Dataset records:
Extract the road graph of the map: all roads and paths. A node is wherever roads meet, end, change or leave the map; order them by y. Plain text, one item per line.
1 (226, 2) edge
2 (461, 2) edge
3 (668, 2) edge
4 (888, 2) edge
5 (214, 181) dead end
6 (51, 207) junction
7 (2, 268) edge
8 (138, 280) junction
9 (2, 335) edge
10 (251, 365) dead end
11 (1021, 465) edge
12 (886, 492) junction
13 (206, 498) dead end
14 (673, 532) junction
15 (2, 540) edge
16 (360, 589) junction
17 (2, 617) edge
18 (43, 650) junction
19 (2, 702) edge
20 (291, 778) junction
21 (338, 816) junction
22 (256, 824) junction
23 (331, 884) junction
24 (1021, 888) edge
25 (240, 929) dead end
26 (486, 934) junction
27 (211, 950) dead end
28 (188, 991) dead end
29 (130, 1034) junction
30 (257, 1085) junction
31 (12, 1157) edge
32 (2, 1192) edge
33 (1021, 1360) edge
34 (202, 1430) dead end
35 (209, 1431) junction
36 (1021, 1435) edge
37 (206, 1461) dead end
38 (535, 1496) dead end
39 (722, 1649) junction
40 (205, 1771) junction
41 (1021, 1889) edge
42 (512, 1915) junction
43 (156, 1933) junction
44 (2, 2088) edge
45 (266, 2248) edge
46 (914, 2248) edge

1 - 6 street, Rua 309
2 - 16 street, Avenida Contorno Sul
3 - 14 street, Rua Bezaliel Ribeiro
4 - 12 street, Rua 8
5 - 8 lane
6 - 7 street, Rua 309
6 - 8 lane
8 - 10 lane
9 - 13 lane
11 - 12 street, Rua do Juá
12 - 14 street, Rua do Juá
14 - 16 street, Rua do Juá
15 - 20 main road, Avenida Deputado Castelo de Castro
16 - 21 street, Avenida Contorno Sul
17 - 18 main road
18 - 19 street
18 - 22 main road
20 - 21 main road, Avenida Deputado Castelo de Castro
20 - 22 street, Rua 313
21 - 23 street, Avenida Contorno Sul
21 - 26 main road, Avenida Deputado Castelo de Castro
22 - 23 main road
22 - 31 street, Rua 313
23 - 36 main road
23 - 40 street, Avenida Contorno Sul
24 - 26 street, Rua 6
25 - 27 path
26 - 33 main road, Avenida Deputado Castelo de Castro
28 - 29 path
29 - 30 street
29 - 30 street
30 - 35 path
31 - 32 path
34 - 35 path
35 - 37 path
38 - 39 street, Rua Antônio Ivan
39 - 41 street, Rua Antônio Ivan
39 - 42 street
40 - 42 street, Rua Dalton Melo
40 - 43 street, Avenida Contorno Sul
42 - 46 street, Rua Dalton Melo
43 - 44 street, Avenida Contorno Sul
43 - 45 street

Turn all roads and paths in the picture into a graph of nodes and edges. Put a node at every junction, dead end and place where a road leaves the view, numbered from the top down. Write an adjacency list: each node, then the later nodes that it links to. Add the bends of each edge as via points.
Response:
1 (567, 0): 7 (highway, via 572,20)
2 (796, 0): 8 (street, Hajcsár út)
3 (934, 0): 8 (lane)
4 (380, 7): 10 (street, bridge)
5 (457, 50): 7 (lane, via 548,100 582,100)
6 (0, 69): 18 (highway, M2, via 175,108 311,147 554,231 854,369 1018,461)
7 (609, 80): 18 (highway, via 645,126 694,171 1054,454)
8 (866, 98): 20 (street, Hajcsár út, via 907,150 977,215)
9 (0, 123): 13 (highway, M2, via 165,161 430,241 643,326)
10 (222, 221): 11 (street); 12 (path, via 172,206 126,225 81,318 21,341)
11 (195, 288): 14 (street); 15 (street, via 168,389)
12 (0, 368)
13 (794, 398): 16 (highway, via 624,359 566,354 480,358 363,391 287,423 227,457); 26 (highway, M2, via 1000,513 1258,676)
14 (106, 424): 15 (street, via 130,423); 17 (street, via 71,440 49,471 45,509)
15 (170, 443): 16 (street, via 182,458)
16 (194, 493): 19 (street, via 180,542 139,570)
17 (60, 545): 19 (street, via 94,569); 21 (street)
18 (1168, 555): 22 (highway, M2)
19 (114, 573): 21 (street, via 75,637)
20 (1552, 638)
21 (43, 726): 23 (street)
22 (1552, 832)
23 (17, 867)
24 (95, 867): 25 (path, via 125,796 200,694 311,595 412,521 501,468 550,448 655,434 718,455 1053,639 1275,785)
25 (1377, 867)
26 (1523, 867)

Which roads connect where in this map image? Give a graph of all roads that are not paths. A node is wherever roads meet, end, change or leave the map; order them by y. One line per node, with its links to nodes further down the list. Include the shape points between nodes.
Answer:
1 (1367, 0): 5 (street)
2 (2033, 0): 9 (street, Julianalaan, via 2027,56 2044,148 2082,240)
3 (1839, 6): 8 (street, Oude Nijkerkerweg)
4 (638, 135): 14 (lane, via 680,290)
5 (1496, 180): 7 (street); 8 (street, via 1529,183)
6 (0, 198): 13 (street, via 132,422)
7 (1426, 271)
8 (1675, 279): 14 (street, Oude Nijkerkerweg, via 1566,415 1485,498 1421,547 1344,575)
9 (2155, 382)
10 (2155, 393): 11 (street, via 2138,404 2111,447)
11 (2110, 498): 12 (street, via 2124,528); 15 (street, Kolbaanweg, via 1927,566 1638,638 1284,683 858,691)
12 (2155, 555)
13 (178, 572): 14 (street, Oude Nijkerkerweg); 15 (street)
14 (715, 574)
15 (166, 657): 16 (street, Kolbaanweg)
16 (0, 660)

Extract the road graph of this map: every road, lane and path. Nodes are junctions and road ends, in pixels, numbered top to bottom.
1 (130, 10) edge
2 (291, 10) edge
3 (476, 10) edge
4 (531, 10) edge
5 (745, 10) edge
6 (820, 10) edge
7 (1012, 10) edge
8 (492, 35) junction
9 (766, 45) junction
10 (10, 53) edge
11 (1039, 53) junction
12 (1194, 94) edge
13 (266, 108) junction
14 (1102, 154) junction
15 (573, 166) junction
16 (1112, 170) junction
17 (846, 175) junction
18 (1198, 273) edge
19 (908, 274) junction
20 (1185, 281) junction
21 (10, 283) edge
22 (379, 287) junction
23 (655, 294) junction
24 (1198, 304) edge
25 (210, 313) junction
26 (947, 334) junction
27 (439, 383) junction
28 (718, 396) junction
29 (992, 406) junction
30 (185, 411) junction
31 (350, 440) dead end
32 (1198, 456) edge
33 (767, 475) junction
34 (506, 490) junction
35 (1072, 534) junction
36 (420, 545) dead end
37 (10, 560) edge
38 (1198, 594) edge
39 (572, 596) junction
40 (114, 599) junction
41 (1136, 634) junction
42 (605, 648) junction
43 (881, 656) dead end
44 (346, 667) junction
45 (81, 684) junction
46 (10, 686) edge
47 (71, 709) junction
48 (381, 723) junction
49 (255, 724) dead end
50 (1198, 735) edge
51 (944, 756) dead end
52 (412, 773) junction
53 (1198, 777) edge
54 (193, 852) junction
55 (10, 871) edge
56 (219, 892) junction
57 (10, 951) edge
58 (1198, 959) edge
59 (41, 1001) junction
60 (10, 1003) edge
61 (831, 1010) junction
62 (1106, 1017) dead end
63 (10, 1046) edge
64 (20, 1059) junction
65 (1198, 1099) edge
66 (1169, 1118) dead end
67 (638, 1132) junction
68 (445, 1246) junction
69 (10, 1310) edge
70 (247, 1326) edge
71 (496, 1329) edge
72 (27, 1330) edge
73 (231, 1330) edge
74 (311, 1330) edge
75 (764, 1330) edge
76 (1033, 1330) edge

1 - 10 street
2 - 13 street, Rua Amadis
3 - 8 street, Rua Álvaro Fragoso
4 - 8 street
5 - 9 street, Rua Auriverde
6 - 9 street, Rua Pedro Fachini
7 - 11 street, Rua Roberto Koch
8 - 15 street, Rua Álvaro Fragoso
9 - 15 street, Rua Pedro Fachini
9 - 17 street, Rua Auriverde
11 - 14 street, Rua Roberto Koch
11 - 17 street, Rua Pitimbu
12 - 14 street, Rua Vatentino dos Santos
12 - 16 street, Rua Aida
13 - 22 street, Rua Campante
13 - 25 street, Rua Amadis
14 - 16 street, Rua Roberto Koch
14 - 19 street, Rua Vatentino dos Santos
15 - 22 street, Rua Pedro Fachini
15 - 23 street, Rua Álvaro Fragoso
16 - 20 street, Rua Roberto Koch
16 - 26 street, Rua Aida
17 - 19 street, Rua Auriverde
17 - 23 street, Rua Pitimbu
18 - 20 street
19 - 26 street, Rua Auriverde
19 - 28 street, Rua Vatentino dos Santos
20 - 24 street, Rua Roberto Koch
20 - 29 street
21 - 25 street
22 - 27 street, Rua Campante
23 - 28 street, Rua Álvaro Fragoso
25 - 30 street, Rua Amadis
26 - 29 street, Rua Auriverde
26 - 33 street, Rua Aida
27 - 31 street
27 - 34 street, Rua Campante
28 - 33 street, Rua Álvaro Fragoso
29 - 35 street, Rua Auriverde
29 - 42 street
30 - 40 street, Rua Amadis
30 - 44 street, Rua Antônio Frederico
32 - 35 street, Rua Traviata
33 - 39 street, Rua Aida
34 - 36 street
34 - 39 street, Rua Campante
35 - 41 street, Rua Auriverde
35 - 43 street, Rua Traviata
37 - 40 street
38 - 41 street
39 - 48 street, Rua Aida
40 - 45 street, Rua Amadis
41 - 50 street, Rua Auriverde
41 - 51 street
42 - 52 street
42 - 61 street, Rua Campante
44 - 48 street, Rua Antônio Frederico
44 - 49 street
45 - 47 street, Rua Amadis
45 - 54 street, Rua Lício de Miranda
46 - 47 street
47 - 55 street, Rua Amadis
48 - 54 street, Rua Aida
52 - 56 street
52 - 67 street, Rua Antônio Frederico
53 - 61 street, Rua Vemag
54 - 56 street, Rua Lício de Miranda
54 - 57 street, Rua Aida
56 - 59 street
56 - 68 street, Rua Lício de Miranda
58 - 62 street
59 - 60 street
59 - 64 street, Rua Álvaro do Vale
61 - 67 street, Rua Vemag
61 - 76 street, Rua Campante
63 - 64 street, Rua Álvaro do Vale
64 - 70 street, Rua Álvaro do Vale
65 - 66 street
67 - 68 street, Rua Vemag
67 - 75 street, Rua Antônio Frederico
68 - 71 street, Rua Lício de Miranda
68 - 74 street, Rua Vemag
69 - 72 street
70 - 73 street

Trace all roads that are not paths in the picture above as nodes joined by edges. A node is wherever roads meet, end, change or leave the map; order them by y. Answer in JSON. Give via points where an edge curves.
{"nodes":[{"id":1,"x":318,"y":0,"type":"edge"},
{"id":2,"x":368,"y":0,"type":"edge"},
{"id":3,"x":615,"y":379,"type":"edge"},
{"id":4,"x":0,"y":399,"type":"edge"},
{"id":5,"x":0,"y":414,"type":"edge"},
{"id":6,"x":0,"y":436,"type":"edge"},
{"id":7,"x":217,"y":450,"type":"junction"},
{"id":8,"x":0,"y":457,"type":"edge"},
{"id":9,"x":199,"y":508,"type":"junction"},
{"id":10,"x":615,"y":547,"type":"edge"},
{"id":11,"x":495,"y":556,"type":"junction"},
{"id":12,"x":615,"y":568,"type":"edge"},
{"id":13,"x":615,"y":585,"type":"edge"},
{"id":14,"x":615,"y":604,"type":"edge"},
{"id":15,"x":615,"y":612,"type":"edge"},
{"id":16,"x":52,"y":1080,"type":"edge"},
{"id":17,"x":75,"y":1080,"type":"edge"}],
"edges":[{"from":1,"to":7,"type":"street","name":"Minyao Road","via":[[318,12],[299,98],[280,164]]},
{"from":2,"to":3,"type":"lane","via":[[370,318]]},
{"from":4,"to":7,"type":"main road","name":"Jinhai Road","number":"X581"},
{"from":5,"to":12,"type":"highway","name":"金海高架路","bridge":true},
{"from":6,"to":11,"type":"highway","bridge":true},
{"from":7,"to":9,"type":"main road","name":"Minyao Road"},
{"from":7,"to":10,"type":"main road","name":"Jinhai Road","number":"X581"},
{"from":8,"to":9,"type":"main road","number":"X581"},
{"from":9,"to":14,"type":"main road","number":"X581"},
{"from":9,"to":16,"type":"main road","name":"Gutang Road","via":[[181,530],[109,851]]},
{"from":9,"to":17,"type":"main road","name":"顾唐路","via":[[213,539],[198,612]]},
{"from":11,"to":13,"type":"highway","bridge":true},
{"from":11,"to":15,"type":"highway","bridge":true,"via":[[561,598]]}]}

Work request: The answer must be every line of the data that contains the word "points".

Result for this task:
Turn all roads and paths in the picture into a graph of nodes and edges. Put a node at every junction, dead end and place where a road leaves the view, numbered from the top down. Write an adjacency list: each node, then the later nodes that it links to. Add the bends of each edge as via points.
Which roads connect where in this map image? Give a graph of all roads that are not paths. A node is wherever roads meet, end, change or leave the map; order them by y. One line per node, with its links to nodes further down the list. Include the shape points between nodes.
Trace all roads that are not paths in the picture above as nodes joined by edges. A node is wherever roads meet, end, change or leave the map; order them by y. Answer in JSON. Give via points where an edge curves.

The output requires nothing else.